> _INSTRUCTIONS FOR THE TASK_
In the entries below, which lines run from the one with "ring pip: (140, 146)" through the one with "thumb tip: (484, 417)"? Repeat exactly those, both included, and no pictures.

> _Data items_
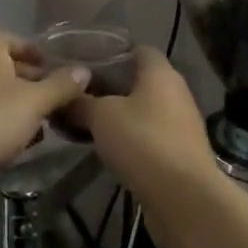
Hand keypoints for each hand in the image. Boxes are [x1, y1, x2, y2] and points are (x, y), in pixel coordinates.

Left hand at [0, 31, 89, 190]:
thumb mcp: (34, 102)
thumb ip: (61, 86)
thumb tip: (84, 70)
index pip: (9, 38)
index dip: (32, 49)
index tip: (53, 67)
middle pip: (3, 67)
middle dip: (30, 81)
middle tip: (54, 98)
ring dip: (17, 106)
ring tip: (41, 124)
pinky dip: (0, 124)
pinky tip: (16, 144)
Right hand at [66, 47, 214, 202]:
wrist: (184, 198)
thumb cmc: (143, 142)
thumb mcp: (101, 117)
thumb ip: (80, 103)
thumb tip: (63, 96)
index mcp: (160, 73)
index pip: (137, 49)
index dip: (111, 52)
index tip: (84, 62)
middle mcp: (174, 92)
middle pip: (138, 80)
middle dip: (108, 86)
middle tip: (77, 94)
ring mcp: (179, 124)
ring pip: (142, 109)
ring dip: (117, 114)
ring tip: (84, 121)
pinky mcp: (178, 152)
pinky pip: (147, 134)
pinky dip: (127, 137)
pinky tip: (104, 147)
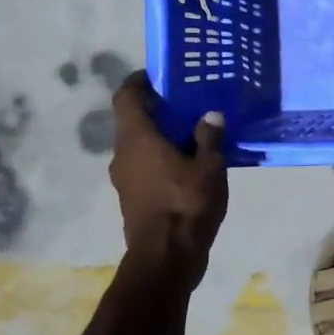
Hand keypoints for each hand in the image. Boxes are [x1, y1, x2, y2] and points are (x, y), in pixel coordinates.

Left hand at [109, 72, 228, 264]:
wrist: (166, 259)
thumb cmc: (186, 205)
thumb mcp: (209, 167)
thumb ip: (209, 138)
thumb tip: (210, 115)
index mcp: (137, 138)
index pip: (126, 96)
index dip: (139, 81)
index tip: (161, 76)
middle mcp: (123, 154)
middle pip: (134, 121)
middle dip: (159, 110)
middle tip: (190, 103)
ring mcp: (124, 179)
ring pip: (140, 146)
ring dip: (161, 137)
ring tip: (195, 134)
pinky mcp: (133, 198)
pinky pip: (145, 166)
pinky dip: (162, 159)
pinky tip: (190, 164)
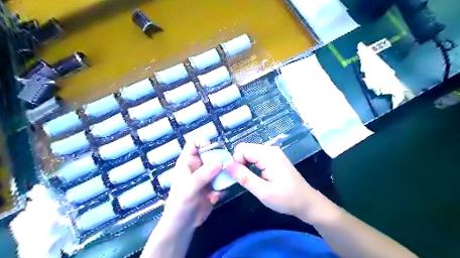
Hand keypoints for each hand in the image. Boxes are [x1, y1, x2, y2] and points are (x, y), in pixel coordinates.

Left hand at [162, 139, 224, 228]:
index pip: (194, 143)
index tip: (213, 148)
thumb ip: (202, 175)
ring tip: (223, 183)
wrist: (183, 225)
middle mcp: (199, 166)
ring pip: (220, 166)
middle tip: (226, 166)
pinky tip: (216, 198)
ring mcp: (207, 175)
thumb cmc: (179, 204)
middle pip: (212, 153)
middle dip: (220, 158)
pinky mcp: (214, 185)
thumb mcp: (188, 189)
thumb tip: (219, 162)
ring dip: (224, 174)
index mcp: (188, 161)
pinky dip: (223, 187)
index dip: (203, 141)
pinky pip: (223, 180)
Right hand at [226, 143, 320, 220]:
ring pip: (250, 153)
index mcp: (268, 155)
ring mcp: (273, 153)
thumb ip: (244, 177)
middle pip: (245, 149)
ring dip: (246, 165)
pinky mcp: (274, 157)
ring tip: (252, 180)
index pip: (242, 148)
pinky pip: (257, 156)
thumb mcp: (263, 192)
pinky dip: (252, 165)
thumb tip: (226, 165)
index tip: (240, 177)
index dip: (236, 161)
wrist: (306, 202)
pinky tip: (257, 176)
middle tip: (245, 180)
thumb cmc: (286, 199)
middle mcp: (270, 149)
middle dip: (240, 163)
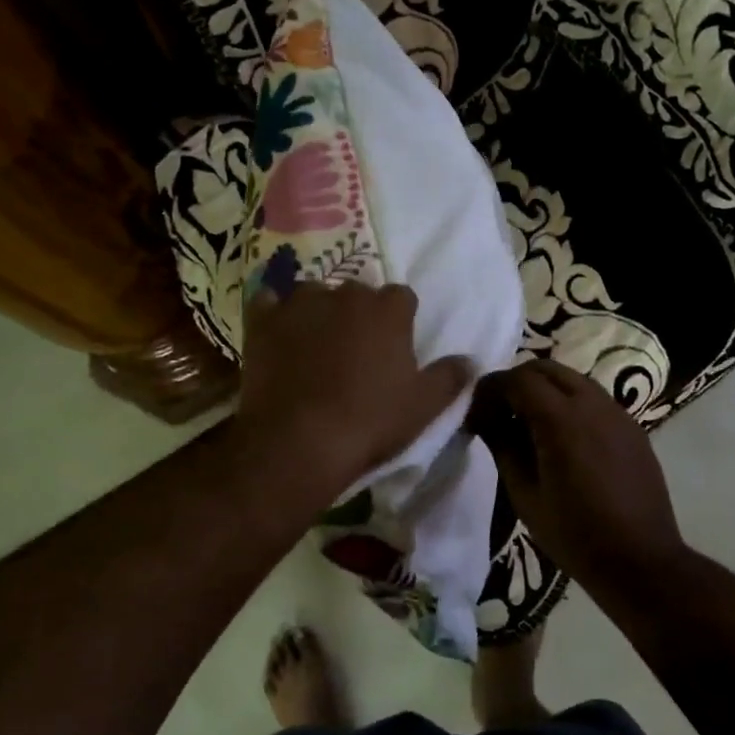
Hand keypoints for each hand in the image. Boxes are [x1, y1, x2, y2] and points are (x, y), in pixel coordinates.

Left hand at [232, 282, 472, 508]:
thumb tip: (470, 361)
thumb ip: (450, 377)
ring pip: (314, 294)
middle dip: (358, 314)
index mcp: (388, 310)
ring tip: (314, 345)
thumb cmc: (369, 422)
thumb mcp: (423, 407)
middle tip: (354, 351)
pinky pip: (268, 303)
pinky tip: (277, 335)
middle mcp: (345, 294)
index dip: (399, 321)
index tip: (393, 347)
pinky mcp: (263, 320)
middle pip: (357, 293)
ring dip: (318, 311)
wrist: (298, 441)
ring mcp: (300, 303)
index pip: (401, 298)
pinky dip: (274, 314)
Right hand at [468, 361, 686, 589]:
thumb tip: (484, 417)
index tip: (476, 410)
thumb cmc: (574, 533)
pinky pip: (594, 399)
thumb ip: (502, 445)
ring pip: (573, 380)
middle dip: (517, 382)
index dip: (491, 388)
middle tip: (499, 412)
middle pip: (546, 369)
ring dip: (545, 390)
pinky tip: (563, 439)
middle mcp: (592, 404)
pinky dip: (570, 403)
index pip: (518, 379)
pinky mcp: (632, 428)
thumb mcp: (524, 493)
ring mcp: (617, 413)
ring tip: (529, 425)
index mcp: (562, 419)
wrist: (641, 562)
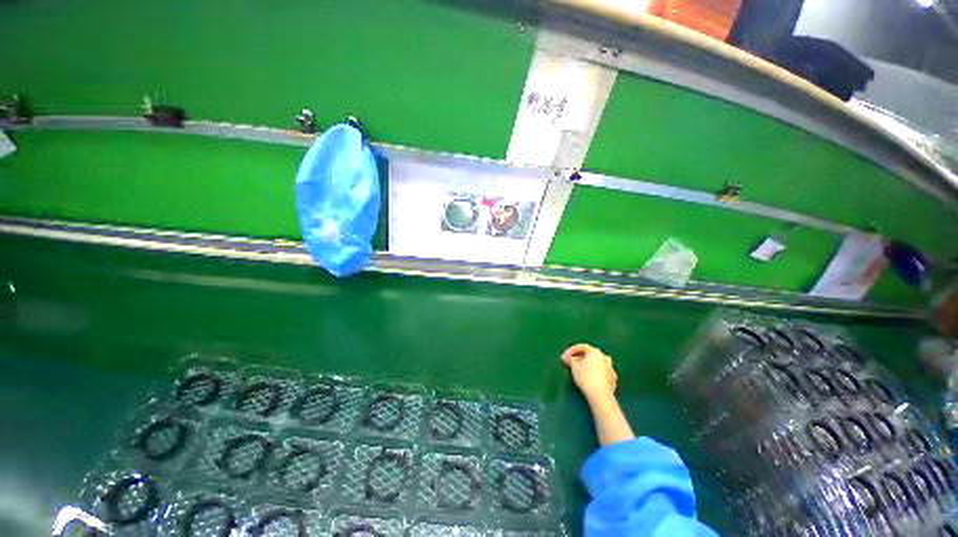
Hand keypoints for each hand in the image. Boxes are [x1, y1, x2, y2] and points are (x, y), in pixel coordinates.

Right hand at [561, 343, 617, 401]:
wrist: (601, 396)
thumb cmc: (586, 377)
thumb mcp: (574, 366)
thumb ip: (570, 359)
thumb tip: (566, 357)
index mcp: (595, 352)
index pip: (581, 347)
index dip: (571, 351)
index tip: (564, 357)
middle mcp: (604, 357)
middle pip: (589, 354)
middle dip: (579, 357)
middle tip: (571, 362)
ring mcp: (610, 368)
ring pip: (596, 363)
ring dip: (587, 365)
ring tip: (579, 370)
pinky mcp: (612, 379)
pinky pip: (600, 371)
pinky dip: (593, 372)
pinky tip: (588, 378)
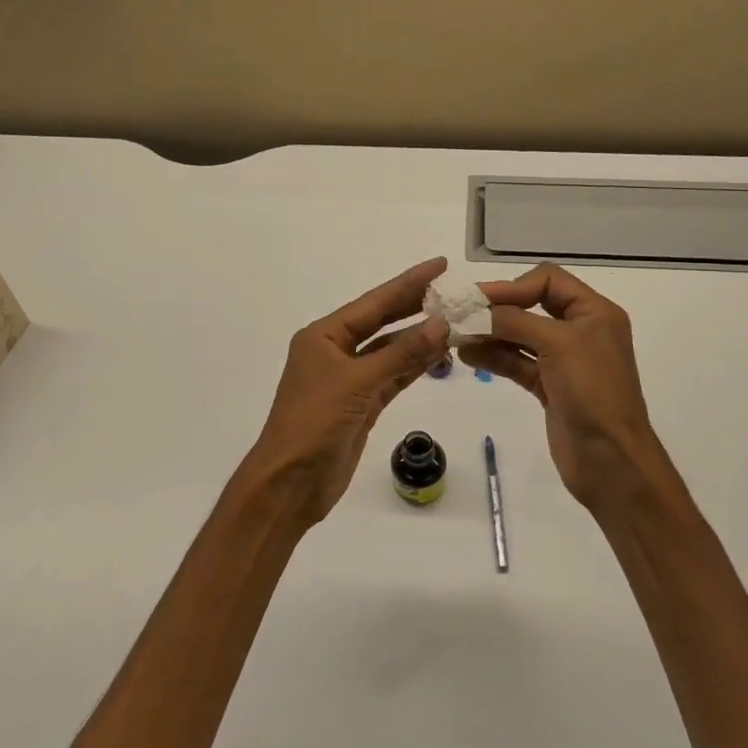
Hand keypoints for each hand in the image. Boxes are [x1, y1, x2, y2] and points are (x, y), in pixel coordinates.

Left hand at [241, 258, 450, 527]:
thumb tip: (441, 323)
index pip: (374, 303)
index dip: (408, 283)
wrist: (291, 482)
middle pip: (382, 322)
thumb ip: (402, 354)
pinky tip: (439, 356)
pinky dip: (414, 367)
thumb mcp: (358, 383)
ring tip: (456, 322)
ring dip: (420, 340)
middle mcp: (335, 352)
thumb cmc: (314, 423)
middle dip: (415, 307)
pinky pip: (393, 378)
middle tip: (453, 291)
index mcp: (323, 336)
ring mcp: (349, 380)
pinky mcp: (361, 406)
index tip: (439, 265)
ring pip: (390, 352)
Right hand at [460, 264, 679, 513]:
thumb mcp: (558, 344)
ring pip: (520, 335)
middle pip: (531, 305)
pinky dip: (493, 357)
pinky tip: (468, 355)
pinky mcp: (549, 386)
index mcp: (594, 312)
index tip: (479, 298)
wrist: (611, 460)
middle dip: (497, 309)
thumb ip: (515, 321)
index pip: (549, 280)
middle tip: (460, 314)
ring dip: (490, 333)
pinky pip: (516, 362)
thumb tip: (475, 311)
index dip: (513, 285)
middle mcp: (580, 331)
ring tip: (457, 336)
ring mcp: (563, 360)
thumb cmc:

> _EXPECTED ANSWER_
ring pip: (140, 146)
ring dip: (161, 137)
ring tip: (195, 134)
pinky mcp: (133, 198)
pinky pip: (145, 166)
pinky dip: (162, 159)
pinky tip: (190, 164)
Hand keypoints for each hand in the image. Boxes are [x1, y1, x2, y2] and points are (x, y), in pixel coordinates.

Left hand at [162, 139, 224, 228]:
index pip: (194, 143)
index tip: (213, 148)
thumb ip: (202, 175)
ring tip: (223, 183)
wrist: (183, 225)
middle mcp: (199, 166)
ring pip: (220, 166)
middle tip: (226, 166)
pinky tip: (216, 198)
ring mcp: (207, 175)
thumb cmc: (179, 204)
middle pip: (212, 153)
middle dip: (220, 158)
pinky mcp: (214, 185)
thumb mcp: (188, 189)
thumb tip: (219, 162)
ring dip: (224, 174)
index mcp: (188, 161)
pinky dip: (223, 187)
index dip: (203, 141)
pinky pip: (223, 180)
Right hand at [226, 143, 320, 220]:
ring pip: (250, 153)
index mcp: (268, 155)
ring mcp: (273, 153)
thumb ip: (244, 177)
middle pip: (245, 149)
ring dip: (246, 165)
pinky mcp: (274, 157)
ring tip: (252, 180)
index pip: (242, 148)
pinky pip: (257, 156)
thumb mcp: (263, 192)
pinky dip: (252, 165)
thumb tip: (226, 165)
index tip: (240, 177)
index dip: (236, 161)
wrist: (306, 202)
pinky tip: (257, 176)
middle tip: (245, 180)
thumb cmc: (286, 199)
middle mcp: (270, 149)
middle dip: (240, 163)
Hand keypoints for each hand in the image. Boxes are [x1, y1, x2, y2] and points are (x, y), in pixel coordinates.

Left hand at [232, 282, 472, 508]:
thumb tip: (470, 361)
thumb ip: (450, 377)
ring pip: (314, 294)
middle dip: (358, 314)
index mcp: (388, 310)
ring tip: (314, 345)
thumb cmc: (369, 422)
thumb mcp: (423, 407)
middle tip: (354, 351)
pinky pip: (268, 303)
pinky tip: (277, 335)
middle mcp: (345, 294)
index dip: (399, 321)
index tip: (393, 347)
pinky mcp: (263, 320)
middle pip: (357, 293)
ring dip: (318, 311)
wrist: (298, 441)
ring mcp: (300, 303)
index pip: (401, 298)
pinky dip: (274, 314)
Right hand at [468, 361, 686, 589]:
thumb tip: (484, 417)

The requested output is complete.